District Delegate writes to NFL about beer vendor refusing to sell alcohol to D.C. resident

District of Columbia Del. Eleanor Holmes Norton has heard from constituents about D.C. license issues before. (Tom Williams/CQ Roll Call file photo)
District of Columbia Del. Eleanor Holmes Norton has heard from constituents about D.C. license issues before. (Tom Williams/CQ Roll Call file photo)

District Del. Eleanor Holmes Norton isn’t going to stand idly by while Washington football fans are denied alcohol.

At the Washington Redskins-New York Giants game at MetLife stadium in East Rutherford, New Jersey, in September, a vendor did not recognize a District of Columbia driver’s license and refused to sell alcohol to the Washingtonian.

[D.C. Residents Keep Facing Questions About Identification]

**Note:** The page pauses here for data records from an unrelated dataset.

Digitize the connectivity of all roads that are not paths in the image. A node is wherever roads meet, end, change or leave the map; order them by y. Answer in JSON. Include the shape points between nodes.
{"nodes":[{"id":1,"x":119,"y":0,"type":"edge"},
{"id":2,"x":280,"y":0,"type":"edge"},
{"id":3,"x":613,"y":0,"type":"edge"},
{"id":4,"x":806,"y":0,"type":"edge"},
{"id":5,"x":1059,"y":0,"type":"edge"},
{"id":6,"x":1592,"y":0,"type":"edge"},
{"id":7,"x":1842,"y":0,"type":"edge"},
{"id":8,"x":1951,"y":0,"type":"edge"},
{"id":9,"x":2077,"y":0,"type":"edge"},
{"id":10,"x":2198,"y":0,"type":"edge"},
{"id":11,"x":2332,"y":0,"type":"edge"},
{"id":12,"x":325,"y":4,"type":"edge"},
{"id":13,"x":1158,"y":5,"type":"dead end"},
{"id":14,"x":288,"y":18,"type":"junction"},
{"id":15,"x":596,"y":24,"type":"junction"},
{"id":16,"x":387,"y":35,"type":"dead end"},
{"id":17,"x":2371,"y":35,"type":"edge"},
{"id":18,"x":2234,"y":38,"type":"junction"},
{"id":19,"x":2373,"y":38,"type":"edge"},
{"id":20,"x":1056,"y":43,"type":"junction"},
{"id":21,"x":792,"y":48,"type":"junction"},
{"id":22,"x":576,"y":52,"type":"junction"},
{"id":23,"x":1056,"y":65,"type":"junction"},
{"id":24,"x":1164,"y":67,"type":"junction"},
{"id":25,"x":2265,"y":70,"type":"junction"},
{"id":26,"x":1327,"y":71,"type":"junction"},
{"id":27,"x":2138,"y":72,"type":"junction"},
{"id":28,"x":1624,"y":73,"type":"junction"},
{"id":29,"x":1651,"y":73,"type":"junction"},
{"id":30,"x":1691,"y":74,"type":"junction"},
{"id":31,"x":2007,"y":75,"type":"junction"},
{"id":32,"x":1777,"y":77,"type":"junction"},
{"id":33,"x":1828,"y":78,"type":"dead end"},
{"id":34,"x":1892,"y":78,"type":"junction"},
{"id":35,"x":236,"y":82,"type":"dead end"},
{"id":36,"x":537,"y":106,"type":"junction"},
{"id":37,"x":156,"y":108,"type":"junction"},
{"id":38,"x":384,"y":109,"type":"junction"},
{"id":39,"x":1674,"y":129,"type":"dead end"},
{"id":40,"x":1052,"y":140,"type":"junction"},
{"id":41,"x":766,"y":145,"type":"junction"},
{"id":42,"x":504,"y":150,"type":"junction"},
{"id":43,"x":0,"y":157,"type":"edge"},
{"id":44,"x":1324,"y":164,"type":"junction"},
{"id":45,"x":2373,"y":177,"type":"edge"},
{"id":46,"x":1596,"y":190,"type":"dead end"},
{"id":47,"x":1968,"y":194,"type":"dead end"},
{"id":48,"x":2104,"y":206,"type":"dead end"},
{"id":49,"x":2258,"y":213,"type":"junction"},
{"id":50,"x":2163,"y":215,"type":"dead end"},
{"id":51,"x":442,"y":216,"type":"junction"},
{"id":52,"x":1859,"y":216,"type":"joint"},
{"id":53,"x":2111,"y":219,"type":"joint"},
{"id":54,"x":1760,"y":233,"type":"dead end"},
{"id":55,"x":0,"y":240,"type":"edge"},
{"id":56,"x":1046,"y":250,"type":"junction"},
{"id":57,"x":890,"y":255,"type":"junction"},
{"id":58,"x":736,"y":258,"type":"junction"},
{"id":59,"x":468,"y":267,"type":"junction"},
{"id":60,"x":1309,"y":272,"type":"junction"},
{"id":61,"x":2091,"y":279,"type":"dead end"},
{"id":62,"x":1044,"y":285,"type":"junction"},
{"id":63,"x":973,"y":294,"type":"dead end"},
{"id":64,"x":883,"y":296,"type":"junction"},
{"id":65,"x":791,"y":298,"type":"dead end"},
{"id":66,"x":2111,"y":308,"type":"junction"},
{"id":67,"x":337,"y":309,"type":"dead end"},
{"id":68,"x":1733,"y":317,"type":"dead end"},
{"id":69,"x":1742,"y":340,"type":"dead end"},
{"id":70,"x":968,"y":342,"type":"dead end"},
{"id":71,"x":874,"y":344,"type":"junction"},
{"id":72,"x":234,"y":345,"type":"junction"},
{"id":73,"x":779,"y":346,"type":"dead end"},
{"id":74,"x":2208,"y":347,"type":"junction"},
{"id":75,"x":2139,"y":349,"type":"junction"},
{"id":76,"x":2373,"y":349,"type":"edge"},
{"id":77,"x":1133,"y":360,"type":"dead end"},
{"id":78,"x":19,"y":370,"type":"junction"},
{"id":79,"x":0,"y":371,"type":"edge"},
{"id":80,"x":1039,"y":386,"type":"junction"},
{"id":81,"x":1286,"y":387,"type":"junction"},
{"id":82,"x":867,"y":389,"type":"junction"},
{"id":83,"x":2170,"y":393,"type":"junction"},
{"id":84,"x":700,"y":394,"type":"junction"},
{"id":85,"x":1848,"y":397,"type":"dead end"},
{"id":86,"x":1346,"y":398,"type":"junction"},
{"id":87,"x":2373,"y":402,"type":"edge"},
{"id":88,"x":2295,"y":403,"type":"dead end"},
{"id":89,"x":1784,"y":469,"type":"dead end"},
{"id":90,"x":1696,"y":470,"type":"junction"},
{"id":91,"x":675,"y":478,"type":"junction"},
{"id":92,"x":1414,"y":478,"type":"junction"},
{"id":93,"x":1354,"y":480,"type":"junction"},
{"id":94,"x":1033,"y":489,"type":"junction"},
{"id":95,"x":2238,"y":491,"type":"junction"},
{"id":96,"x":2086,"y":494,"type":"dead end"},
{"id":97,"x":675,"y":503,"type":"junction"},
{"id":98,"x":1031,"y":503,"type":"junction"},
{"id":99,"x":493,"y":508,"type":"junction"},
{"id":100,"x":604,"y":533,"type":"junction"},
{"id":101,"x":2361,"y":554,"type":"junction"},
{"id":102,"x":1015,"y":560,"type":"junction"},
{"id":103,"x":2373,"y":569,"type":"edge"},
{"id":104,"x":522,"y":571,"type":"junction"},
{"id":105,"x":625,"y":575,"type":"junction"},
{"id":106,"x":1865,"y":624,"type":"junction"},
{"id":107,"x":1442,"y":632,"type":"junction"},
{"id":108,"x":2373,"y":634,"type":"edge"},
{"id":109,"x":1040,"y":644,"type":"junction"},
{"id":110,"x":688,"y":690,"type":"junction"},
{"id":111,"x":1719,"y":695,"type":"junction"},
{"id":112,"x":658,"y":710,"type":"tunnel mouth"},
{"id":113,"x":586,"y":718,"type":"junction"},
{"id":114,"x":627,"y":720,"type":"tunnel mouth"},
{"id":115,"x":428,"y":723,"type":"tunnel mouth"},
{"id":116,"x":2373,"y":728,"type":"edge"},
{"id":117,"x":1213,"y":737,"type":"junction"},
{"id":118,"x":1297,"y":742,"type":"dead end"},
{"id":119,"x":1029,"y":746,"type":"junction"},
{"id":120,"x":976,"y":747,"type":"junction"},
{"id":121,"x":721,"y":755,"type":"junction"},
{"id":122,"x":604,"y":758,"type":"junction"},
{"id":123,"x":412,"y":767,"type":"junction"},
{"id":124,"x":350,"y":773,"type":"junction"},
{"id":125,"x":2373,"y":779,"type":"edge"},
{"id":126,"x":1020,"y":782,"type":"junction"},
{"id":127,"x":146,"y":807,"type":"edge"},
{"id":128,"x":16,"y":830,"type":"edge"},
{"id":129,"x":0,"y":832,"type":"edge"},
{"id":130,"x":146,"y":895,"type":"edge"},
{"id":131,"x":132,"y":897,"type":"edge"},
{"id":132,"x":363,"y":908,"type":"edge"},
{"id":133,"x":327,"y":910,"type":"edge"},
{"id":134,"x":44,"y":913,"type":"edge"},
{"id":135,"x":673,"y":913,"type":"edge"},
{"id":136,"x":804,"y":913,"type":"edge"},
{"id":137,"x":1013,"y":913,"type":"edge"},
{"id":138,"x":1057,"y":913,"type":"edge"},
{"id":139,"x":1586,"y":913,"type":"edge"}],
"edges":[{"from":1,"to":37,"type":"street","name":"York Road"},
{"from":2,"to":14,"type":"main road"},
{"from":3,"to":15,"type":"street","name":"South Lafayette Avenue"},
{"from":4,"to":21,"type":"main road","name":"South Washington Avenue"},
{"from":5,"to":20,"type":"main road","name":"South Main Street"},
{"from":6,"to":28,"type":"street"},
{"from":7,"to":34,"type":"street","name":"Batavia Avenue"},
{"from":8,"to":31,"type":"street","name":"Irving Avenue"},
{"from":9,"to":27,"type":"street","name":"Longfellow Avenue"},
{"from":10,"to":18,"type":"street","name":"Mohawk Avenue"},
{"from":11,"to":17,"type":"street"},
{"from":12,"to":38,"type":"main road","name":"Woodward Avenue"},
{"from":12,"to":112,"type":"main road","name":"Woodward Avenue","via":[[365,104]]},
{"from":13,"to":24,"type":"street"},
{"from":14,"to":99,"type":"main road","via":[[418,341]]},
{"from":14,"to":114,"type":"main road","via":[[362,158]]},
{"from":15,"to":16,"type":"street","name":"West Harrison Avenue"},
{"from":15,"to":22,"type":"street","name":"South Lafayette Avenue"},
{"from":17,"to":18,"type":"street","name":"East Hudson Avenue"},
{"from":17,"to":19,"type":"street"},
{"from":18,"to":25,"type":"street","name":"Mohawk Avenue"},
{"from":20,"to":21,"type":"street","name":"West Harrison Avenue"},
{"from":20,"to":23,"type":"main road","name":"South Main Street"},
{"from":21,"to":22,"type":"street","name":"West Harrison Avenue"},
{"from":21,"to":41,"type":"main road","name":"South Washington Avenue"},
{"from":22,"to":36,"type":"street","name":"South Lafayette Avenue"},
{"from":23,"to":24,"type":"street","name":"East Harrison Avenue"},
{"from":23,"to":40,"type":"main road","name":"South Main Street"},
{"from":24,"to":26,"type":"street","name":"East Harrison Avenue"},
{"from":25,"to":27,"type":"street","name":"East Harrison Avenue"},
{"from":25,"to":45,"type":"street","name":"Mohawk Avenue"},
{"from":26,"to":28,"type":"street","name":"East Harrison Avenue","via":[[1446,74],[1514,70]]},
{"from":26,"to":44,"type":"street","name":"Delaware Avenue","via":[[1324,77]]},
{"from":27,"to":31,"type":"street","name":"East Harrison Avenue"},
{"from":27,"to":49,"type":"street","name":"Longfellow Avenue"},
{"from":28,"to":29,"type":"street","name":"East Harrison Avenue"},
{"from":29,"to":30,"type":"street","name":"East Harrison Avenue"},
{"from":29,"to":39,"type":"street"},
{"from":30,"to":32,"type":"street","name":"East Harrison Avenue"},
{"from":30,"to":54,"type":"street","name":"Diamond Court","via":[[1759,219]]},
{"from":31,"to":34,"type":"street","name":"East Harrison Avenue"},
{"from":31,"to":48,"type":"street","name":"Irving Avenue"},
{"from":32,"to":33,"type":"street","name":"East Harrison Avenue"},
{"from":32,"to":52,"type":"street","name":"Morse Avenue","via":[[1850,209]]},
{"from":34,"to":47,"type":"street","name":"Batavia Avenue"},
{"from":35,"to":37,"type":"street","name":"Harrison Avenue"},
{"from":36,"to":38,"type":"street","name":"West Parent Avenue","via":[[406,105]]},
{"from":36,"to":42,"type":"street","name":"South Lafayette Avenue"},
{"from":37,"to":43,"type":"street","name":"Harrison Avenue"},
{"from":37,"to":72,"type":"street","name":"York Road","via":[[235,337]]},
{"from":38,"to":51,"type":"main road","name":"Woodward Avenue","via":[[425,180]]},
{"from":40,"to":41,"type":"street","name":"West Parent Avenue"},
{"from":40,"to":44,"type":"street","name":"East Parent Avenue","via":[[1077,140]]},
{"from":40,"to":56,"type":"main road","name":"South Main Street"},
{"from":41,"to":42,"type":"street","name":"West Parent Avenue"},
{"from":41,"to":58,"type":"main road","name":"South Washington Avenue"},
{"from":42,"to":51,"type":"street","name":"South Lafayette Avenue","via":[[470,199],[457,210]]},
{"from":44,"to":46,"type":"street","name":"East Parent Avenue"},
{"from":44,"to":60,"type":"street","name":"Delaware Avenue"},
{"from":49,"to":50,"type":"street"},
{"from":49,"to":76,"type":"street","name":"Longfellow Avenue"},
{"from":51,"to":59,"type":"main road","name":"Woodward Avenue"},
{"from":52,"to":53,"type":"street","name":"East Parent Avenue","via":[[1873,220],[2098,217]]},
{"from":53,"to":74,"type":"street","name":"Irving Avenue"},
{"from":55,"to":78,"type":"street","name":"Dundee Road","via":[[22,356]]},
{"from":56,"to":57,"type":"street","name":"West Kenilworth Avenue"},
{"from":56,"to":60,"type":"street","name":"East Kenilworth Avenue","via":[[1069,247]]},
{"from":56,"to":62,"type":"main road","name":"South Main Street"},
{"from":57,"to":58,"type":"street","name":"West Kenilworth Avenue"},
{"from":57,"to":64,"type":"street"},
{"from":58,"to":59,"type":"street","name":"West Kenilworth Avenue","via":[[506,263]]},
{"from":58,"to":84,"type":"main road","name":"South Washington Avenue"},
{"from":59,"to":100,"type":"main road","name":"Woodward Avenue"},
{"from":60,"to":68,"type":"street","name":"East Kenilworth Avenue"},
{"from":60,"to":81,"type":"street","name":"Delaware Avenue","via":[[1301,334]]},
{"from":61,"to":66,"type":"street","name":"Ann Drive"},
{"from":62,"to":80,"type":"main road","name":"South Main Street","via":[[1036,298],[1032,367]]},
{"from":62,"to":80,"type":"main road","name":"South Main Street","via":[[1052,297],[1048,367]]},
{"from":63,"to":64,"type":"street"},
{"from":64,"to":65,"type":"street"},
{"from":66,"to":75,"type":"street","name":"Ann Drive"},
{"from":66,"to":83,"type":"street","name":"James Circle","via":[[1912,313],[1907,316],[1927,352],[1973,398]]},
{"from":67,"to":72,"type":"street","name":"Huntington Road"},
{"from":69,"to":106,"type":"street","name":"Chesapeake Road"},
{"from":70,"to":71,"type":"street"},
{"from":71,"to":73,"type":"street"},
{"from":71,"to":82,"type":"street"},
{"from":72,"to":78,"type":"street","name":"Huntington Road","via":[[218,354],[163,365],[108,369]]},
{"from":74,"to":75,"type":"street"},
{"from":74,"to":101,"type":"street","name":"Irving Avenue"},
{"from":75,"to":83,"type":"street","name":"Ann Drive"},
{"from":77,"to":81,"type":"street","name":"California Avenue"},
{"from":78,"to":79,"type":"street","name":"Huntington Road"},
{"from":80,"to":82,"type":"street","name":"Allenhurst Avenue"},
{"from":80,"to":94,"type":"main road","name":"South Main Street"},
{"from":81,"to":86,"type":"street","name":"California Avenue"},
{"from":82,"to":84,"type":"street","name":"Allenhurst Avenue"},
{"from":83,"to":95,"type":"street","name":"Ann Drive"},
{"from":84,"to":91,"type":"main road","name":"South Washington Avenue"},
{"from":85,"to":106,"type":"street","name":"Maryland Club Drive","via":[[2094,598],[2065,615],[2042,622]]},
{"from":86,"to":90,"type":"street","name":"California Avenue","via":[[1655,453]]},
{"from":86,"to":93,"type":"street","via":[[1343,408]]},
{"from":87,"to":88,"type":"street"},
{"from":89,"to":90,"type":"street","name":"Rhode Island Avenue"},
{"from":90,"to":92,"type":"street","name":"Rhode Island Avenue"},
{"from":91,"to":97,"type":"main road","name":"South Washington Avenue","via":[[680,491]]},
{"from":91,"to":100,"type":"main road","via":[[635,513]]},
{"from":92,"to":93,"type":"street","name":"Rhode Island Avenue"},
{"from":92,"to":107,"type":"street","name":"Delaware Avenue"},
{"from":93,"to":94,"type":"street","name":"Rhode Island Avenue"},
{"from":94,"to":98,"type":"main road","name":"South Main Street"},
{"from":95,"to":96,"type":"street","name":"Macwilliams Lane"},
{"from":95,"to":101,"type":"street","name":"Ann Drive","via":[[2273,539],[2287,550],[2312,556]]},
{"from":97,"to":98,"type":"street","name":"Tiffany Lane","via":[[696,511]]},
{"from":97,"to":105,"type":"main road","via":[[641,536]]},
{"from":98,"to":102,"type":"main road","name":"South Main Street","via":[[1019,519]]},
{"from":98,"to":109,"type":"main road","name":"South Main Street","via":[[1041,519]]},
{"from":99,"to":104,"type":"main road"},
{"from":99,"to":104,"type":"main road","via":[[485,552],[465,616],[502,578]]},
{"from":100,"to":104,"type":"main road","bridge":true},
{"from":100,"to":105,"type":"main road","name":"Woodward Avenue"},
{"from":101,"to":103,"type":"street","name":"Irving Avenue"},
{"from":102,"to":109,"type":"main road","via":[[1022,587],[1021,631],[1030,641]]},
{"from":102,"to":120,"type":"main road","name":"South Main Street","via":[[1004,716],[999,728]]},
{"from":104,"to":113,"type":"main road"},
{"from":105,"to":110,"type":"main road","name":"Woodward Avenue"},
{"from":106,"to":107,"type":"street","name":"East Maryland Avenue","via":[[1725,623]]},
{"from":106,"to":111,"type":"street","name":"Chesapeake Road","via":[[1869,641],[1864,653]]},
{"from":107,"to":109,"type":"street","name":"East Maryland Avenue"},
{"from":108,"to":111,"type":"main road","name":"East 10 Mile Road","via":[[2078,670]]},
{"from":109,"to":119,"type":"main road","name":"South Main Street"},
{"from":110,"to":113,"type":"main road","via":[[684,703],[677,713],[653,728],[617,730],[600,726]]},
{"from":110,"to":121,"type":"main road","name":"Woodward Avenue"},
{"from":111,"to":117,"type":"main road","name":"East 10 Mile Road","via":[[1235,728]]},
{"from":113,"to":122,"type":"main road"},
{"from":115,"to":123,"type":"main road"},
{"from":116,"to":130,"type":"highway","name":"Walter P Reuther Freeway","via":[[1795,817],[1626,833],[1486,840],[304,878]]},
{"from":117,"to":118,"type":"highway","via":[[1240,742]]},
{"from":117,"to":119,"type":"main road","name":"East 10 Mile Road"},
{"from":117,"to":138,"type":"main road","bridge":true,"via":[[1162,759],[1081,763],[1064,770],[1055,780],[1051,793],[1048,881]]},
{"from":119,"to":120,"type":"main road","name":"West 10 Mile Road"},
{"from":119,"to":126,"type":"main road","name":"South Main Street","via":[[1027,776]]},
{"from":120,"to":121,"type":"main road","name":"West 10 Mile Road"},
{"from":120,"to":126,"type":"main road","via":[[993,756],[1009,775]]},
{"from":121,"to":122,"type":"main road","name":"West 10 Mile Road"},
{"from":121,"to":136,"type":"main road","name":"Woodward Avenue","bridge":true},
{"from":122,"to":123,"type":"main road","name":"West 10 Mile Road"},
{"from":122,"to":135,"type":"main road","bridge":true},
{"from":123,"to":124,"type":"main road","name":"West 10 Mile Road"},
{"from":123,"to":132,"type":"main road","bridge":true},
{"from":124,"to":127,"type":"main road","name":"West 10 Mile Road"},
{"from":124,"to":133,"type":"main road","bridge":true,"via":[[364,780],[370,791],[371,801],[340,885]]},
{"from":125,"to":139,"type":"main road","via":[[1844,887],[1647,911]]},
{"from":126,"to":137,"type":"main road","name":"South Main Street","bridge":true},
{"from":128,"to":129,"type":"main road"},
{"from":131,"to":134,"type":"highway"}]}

And now NFL Commissioner Roger Goodell is hearing about it from Norton.

“I have been informed that a vendor refused to sell this D.C. resident alcohol … because the vendor did not recognize the newest version of the D.C. driver’s license,” Norton wrote in a letter to Goodell sent Wednesday.  “This is unacceptable, as you can imagine, and embarrassing.  I request that the NFL take action to ensure that all alcohol vendors can recognize D.C. licenses.”

This isn’t the first time Norton has fought back on D.C. ID issues.

In July 2014, WFTV Washington correspondent Justin Gray was stopped by a Transportation Security Administration agent at the Orlando International Airport who did not recognize his D.C. driver’s license as a valid form of identification.

[Norton Talks D.C. Equality with TSA Administrator]

Eventually Gray was able to get through security but TSA Administrator John S. Pistole heard from Norton.

In the letter to Goodell, Norton added, “D.C. residents live in the nation’s capital and have all the obligations of American citizenship, including paying their full weight of federal taxes and serving in the armed forces.  I ask that the NFL take action that will ensure my constituents are welcome at NFL games like other Americans.”

The delegate also spoke to the TSA in February 2014 about an incident when an agent at Phoenix’s Sky Harbor International Airport questioned D.C. resident Ashley Brandt about her license as she waited to board a flight. Brandt was eventually allowed to board the plane after the agent consulted a supervisor.